- _Exercise objective_
Each line in the data holding "where" should be listed.

■ ■ ■

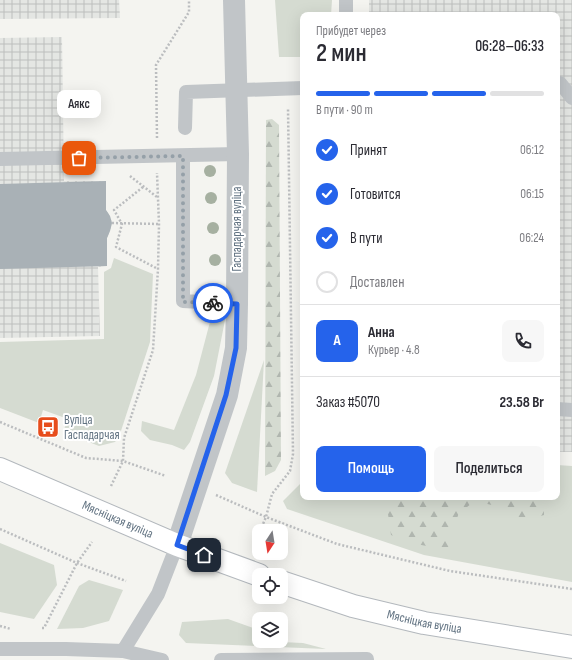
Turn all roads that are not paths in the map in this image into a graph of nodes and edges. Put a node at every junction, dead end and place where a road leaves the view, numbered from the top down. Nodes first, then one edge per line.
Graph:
1 (234, 0) edge
2 (346, 0) edge
3 (346, 12) edge
4 (560, 83) edge
5 (300, 88) edge
6 (236, 90) junction
7 (572, 98) edge
8 (185, 128) dead end
9 (238, 154) junction
10 (183, 156) junction
11 (0, 159) edge
12 (237, 304) junction
13 (560, 410) edge
14 (572, 410) edge
15 (0, 469) edge
16 (177, 545) junction
17 (252, 572) edge
18 (288, 584) edge
19 (572, 647) edge
20 (0, 649) edge
21 (124, 651) junction
22 (367, 659) edge
23 (162, 660) edge
24 (221, 660) edge

1 - 6 street, Гаспадарчая вуліца
2 - 3 lane
4 - 7 lane
5 - 6 lane
6 - 8 lane
6 - 9 street, Гаспадарчая вуліца
9 - 10 lane
9 - 12 street, Гаспадарчая вуліца
10 - 11 lane
10 - 12 lane
12 - 16 street, Гаспадарчая вуліца
13 - 14 lane
15 - 16 main road, Мясніцкая вуліца
16 - 17 main road, Мясніцкая вуліца
16 - 21 lane
18 - 19 main road, Мясніцкая вуліца
20 - 21 lane
21 - 23 lane
22 - 24 lane

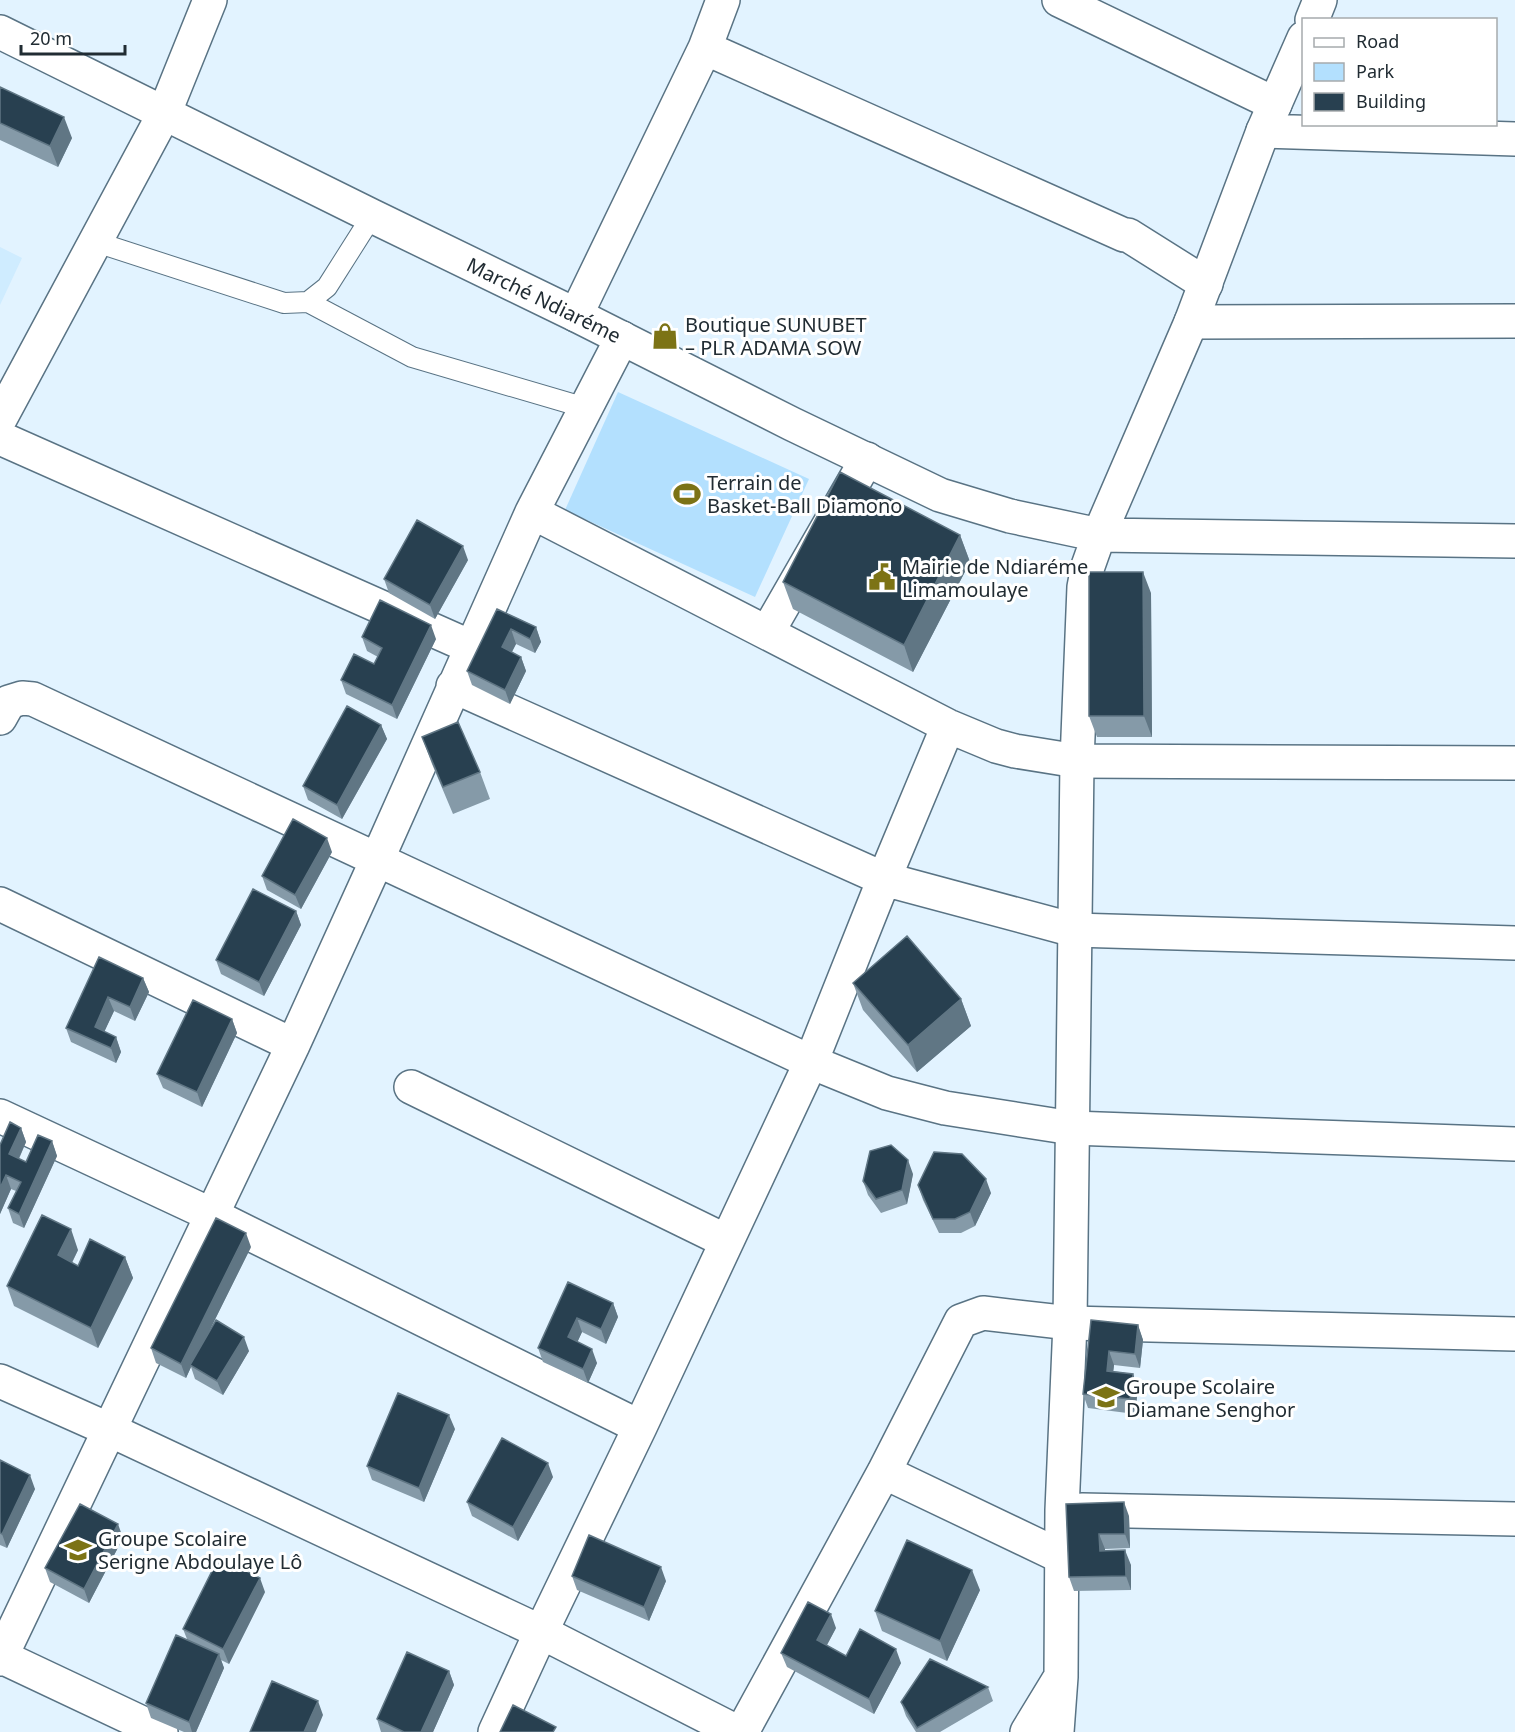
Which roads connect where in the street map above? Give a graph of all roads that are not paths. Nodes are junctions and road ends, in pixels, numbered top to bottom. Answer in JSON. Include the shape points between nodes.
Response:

■ ■ ■

- _Solution to this exercise_
Turn all roads that are not paths in the map in this image into a graph of nodes and edges. Put a node at every junction, dead end and place where a road leaves the view, numbered from the top down. Nodes first, then one edge per line.
Which roads connect where in the street map above? Give a graph of all roads that are not paths. Nodes are junctions and road ends, in pixels, numbered top to bottom. Answer in JSON. Include the shape points between nodes.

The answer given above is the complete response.